Now that I look at it enough there's a sweet proof of the divergence by stirling's approximation so I can be satisfied.

>>7749512
No. I understand it but it's unintuitive. Whenever I read a proof I try to distill it down to a central trick and doing that with a proof by derivative formulas backwards is annoying.

Now that I look at it enough there's a sweet proof of the divergence and convergence by stirling's approximation so I can be satisfied.

This thread prompted me to look into
[math]\displaystyle \frac{1}{k~log(k)}[/math]
and discover that Wolfram's "comparison test" is a comparison to the integral, which I've always knows as the "integral test". Am I behind the curve, or is Wolfram retarded?

>>7750264
The integral test is just a comparison test desu, see proof on wikipedia.
I could also argue that both ratio and root tests are also comparison tests tho lol

>>7750264
The Cauchy condensation test is easier for that one, in my opinion.

>>7751072
see Example 3:
http://thinkingmachineblog.net/cauchy-condensation-test/

>>7749350
Just a question, why does 1/k*log(1+k) = d/dk([log(log(k))]. When I differentiate log(log(k)) I'm getting 1/(klog(k)). Where does the +1 come from? Probably a stupid question..

>>7749140
It does not converge since the limit of the function is 1, and an infinite series with 1 as the function diverges.

>>7751439
>why does 1/k*log(1+k) = d/dk([log(log(k))]
It doesn't.
[math]\displaystyle \frac{1}{k~ \ln(1+k)}= \frac{k+1}{k} \times \frac{d}{dk} \ln \ln(1+k)[/math]

>>7752110
It's not because the limit of the function = 1 that the series does not converge.
e.g.
sum n = -1/12. Which follows from the comlex completion of sum n^-p.

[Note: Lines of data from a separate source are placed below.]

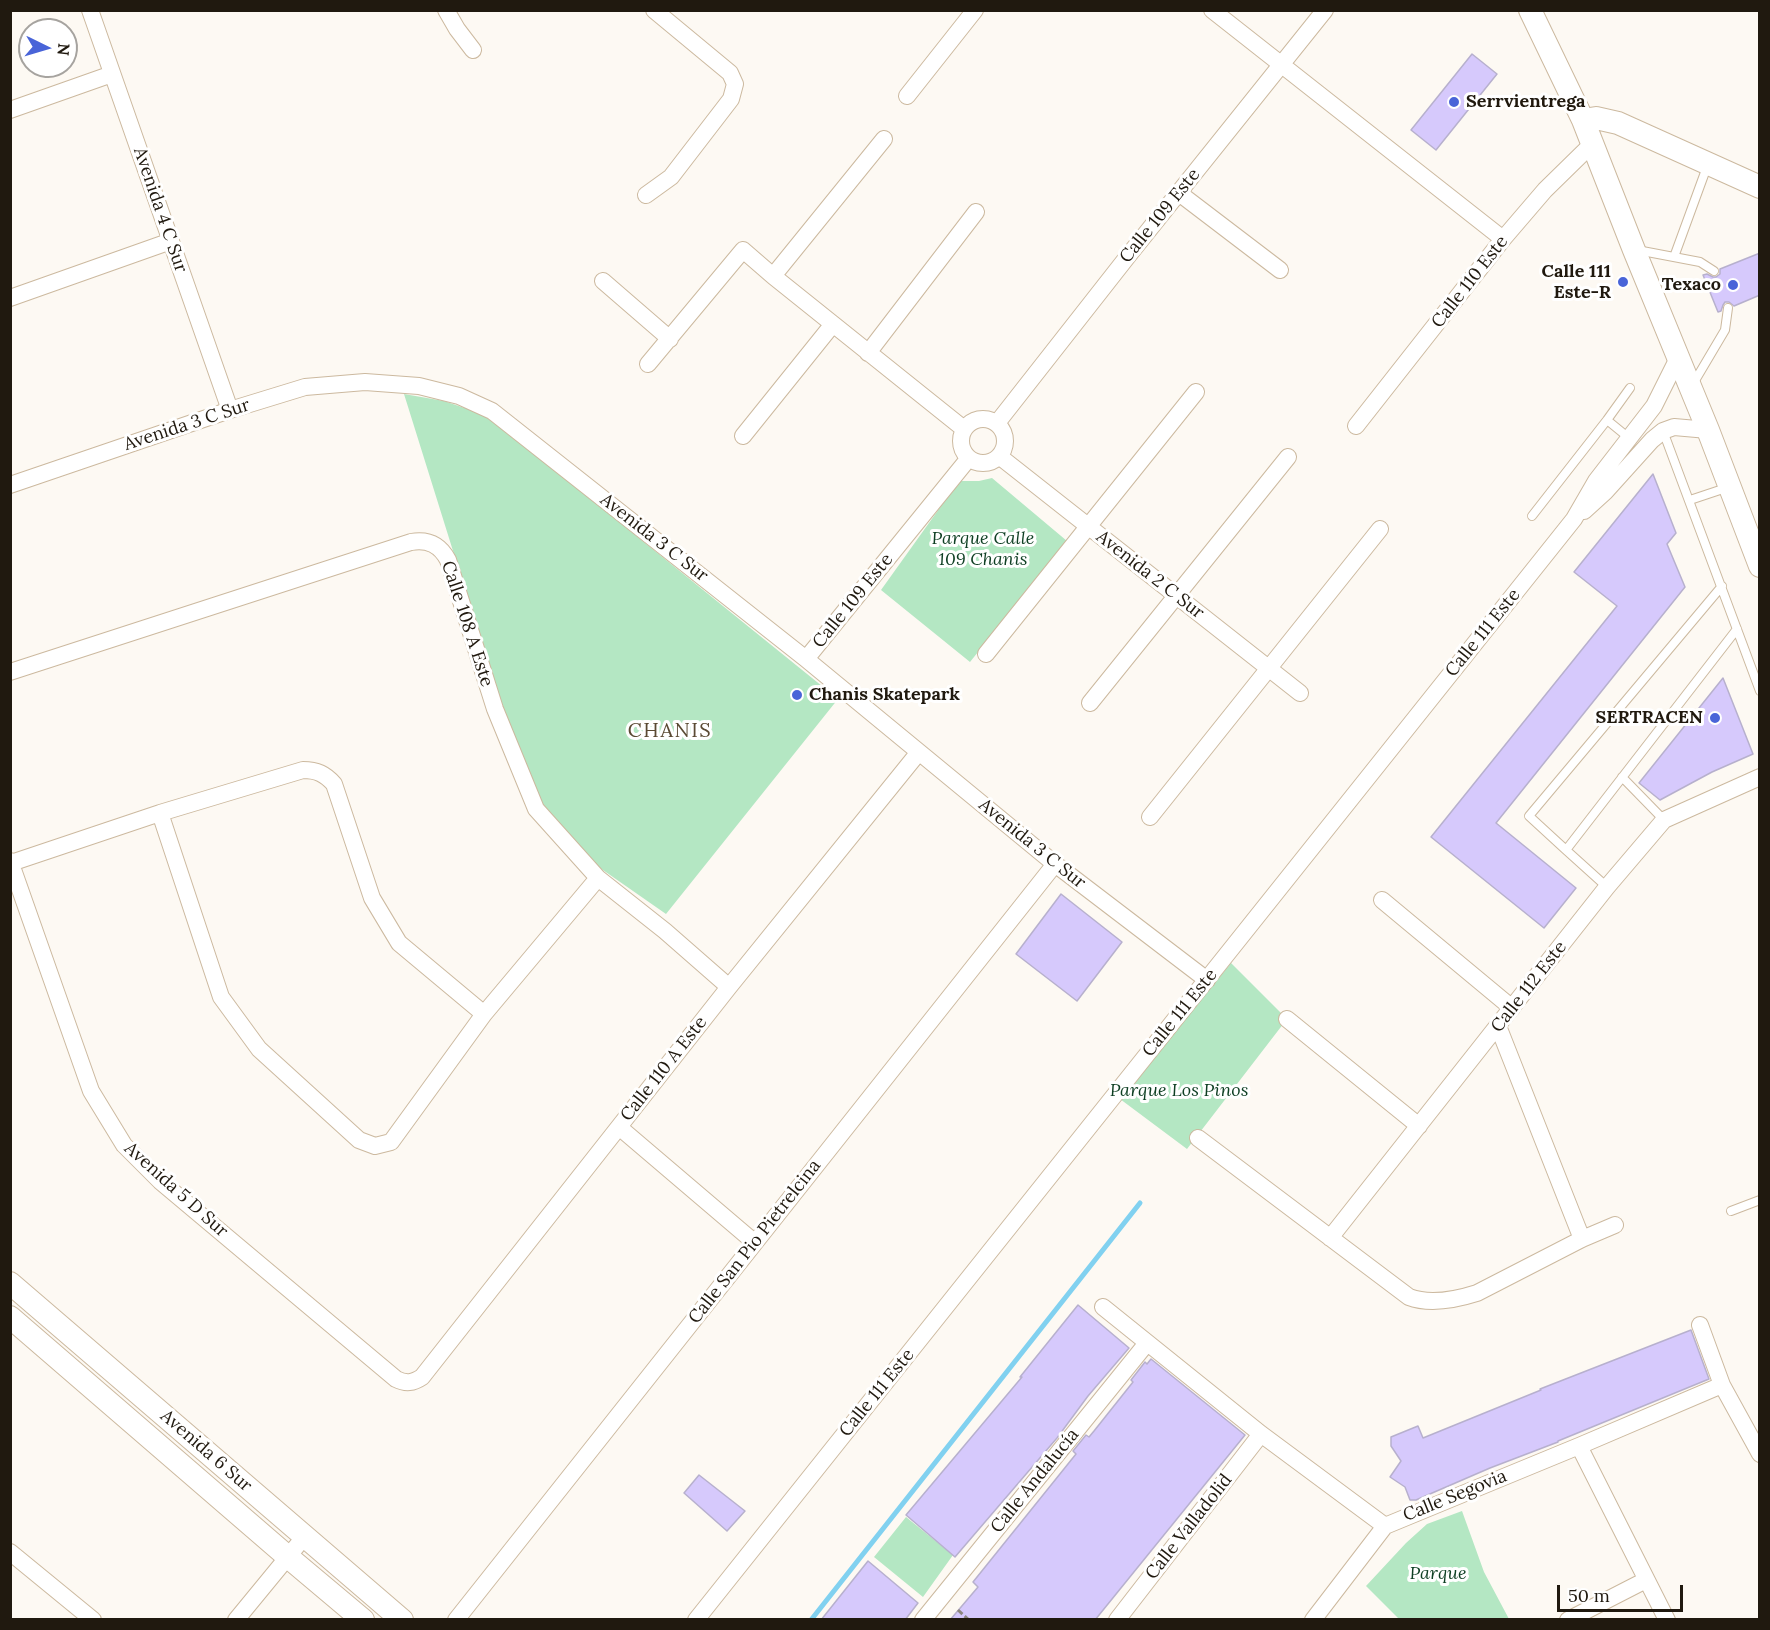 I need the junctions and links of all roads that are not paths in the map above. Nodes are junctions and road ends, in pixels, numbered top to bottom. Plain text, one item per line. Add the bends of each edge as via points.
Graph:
1 (90, 10) edge
2 (446, 10) edge
3 (654, 10) edge
4 (975, 10) edge
5 (1212, 10) edge
6 (1325, 10) edge
7 (1530, 10) edge
8 (473, 50) dead end
9 (1281, 66) junction
10 (112, 74) junction
11 (907, 96) dead end
12 (10, 110) edge
13 (1582, 120) junction
14 (884, 139) dead end
15 (1592, 144) junction
16 (1708, 164) junction
17 (1760, 187) edge
18 (1179, 193) junction
19 (646, 195) dead end
20 (975, 212) dead end
21 (1503, 239) junction
22 (171, 241) junction
23 (1634, 250) junction
24 (1674, 257) junction
25 (1280, 270) dead end
26 (1714, 271) dead end
27 (773, 276) junction
28 (603, 281) dead end
29 (10, 298) edge
30 (1728, 308) dead end
31 (833, 324) junction
32 (670, 339) junction
33 (868, 353) junction
34 (1679, 356) junction
35 (648, 364) dead end
36 (1691, 387) junction
37 (1630, 388) dead end
38 (1196, 392) dead end
39 (230, 410) junction
40 (1607, 420) junction
41 (997, 423) junction
42 (1356, 426) dead end
43 (964, 429) junction
44 (1708, 430) junction
45 (1663, 431) junction
46 (743, 436) dead end
47 (1629, 438) junction
48 (999, 456) junction
49 (1288, 457) dead end
50 (969, 459) junction
51 (10, 484) edge
52 (1729, 487) junction
53 (1690, 500) junction
54 (1532, 516) dead end
55 (1574, 519) junction
56 (1088, 526) junction
57 (1380, 529) dead end
58 (1758, 554) edge
59 (1722, 586) junction
60 (1176, 596) junction
61 (1737, 629) junction
62 (986, 654) dead end
63 (806, 659) junction
64 (1268, 668) junction
65 (10, 672) edge
66 (1760, 691) edge
67 (1300, 693) dead end
68 (1090, 703) dead end
69 (919, 752) junction
70 (1622, 777) junction
71 (1760, 777) edge
72 (160, 813) junction
73 (1150, 817) dead end
74 (1664, 820) junction
75 (1566, 850) junction
76 (11, 862) edge
77 (1056, 864) junction
78 (598, 878) junction
79 (1607, 887) junction
80 (1382, 900) dead end
81 (1207, 980) junction
82 (729, 987) junction
83 (1512, 1008) junction
84 (484, 1014) junction
85 (1287, 1019) dead end
86 (1498, 1026) junction
87 (1419, 1126) junction
88 (619, 1127) junction
89 (1198, 1138) dead end
90 (1760, 1200) edge
91 (1731, 1211) dead end
92 (1615, 1225) dead end
93 (1330, 1238) junction
94 (1582, 1239) junction
95 (754, 1242) junction
96 (10, 1283) edge
97 (1103, 1307) dead end
98 (10, 1317) edge
99 (1701, 1325) dead end
100 (1147, 1342) junction
101 (409, 1383) joint
102 (1722, 1385) junction
103 (1261, 1434) junction
104 (1579, 1446) junction
105 (1760, 1454) edge
106 (1385, 1526) junction
107 (305, 1536) junction
108 (10, 1552) edge
109 (288, 1557) junction
110 (1646, 1580) junction
111 (93, 1620) edge
112 (236, 1620) edge
113 (363, 1620) edge
114 (402, 1620) edge
115 (456, 1620) edge
116 (696, 1620) edge
117 (923, 1620) edge
118 (1118, 1620) edge
119 (1313, 1620) edge
120 (1568, 1620) edge
121 (1667, 1620) edge

1 - 10 street, Avenida 4 C Sur
2 - 8 street
3 - 19 street via 730,73 735,84 731,99 671,177
4 - 11 street
5 - 9 street
6 - 9 street, Calle 109 Este
7 - 13 main road
9 - 18 street, Calle 109 Este
9 - 21 street
10 - 12 street
10 - 22 street, Avenida 4 C Sur
13 - 15 main road
13 - 16 main road via 1596,118 1618,123
14 - 27 street
15 - 21 street, Calle 110 Este
15 - 23 main road
16 - 17 main road
16 - 24 lane
18 - 25 street
18 - 41 street, Calle 109 Este
20 - 33 street
21 - 42 street, Calle 110 Este
22 - 29 street
22 - 39 street, Avenida 4 C Sur
23 - 24 lane
23 - 34 main road
24 - 26 lane via 1700,261
27 - 31 street
27 - 32 street via 743,250
28 - 32 street
30 - 36 lane via 1725,330
31 - 33 street
31 - 46 street
32 - 35 street
33 - 43 street
34 - 36 main road
34 - 47 street, Calle 111 Este via 1654,406
36 - 44 main road
37 - 40 lane
38 - 56 street
39 - 51 street, Avenida 3 C Sur
39 - 63 street, Avenida 3 C Sur via 305,387 366,382 419,386 459,396 492,411
40 - 47 lane
40 - 54 lane
41 - 43 street via 983,418
41 - 48 street via 1005,443
43 - 50 street via 960,442
44 - 45 street via 1674,427
44 - 52 main road
45 - 53 lane
45 - 55 street, Calle 111 Este
47 - 55 street, Calle 111 Este via 1596,481
48 - 50 street via 984,463
48 - 56 street, Avenida 2 C Sur
49 - 60 street
50 - 63 street, Calle 109 Este
52 - 53 lane
52 - 58 main road
53 - 59 lane
55 - 81 street, Calle 111 Este
56 - 60 street, Avenida 2 C Sur
56 - 62 street
57 - 64 street
59 - 61 lane
59 - 75 lane via 1529,816
60 - 64 street, Avenida 2 C Sur
60 - 68 street
61 - 66 lane
61 - 70 lane
63 - 69 street, Avenida 3 C Sur
64 - 67 street, Avenida 2 C Sur
64 - 73 street
65 - 78 street, Calle 108 A Este via 411,542 429,542 444,552 448,560 495,709 536,809
69 - 77 street, Avenida 3 C Sur
69 - 82 street, Calle 110 A Este
70 - 74 lane
70 - 75 lane
71 - 74 street, Calle 112 Este
72 - 76 street
72 - 84 street via 303,770 321,772 334,784 372,898 399,943
72 - 84 street via 221,997 259,1049 358,1140 375,1146 391,1142
74 - 79 street, Calle 112 Este
75 - 79 lane
76 - 101 street, Avenida 5 D Sur via 91,1091 124,1145 160,1181 396,1379
77 - 81 street, Avenida 3 C Sur
77 - 95 street, Calle San Pio Pietrelcina
78 - 82 street, Calle 108 A Este
78 - 84 street
79 - 83 street, Calle 112 Este
80 - 83 street
81 - 116 street, Calle 111 Este
82 - 88 street, Calle 110 A Este
83 - 86 street, Calle 112 Este
85 - 87 street
86 - 87 street, Calle 112 Este
86 - 94 street
87 - 93 street, Calle 112 Este
88 - 95 street
88 - 101 street, Calle 110 A Este via 422,1377
89 - 93 street
90 - 91 lane
92 - 94 street
93 - 94 street via 1409,1297 1424,1301 1477,1293
95 - 115 street, Calle San Pio Pietrelcina
96 - 107 main road, Avenida 6 Sur
97 - 100 street, Calle Segovia
98 - 109 main road, Avenida 6 Sur
99 - 102 street
100 - 103 street, Calle Segovia
100 - 117 street, Calle Andalucía
102 - 104 street, Calle Segovia
102 - 105 street
103 - 106 street, Calle Segovia
103 - 118 street, Calle Valladolid
104 - 106 street, Calle Segovia
104 - 110 street
106 - 119 street
107 - 109 street
107 - 114 main road, Avenida 6 Sur
108 - 111 street
109 - 112 street
109 - 113 main road, Avenida 6 Sur
110 - 120 street
110 - 121 street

But indeed, in the context of basic calculus given series diverges. I don't know if it does in complex calculus tho, and honestly I don't have the time to check it :p

>>7752415
Shut the fuck up, dumb shit

>>7749145
>>7749147
> answering twice to not get it wrong
> top kek samefag

>>7749145
>>7749147
>>7752656
>>7752423

Please no fighting. Both answers are equally correct.

>>7752110
I'm retarded. The limit of the function is 0. The series converges somewhere.

>>7753475
like
[math]\sum_{n=1}^\infty \frac {1} {n} [/math]

>>7753123
>That pic

>>7751072
Cauchy condensation test is best test

>>7753475
>The series converges somewhere
... in a galaxy far, far away, where Mathematics is somewhat different from what it is here on Earth.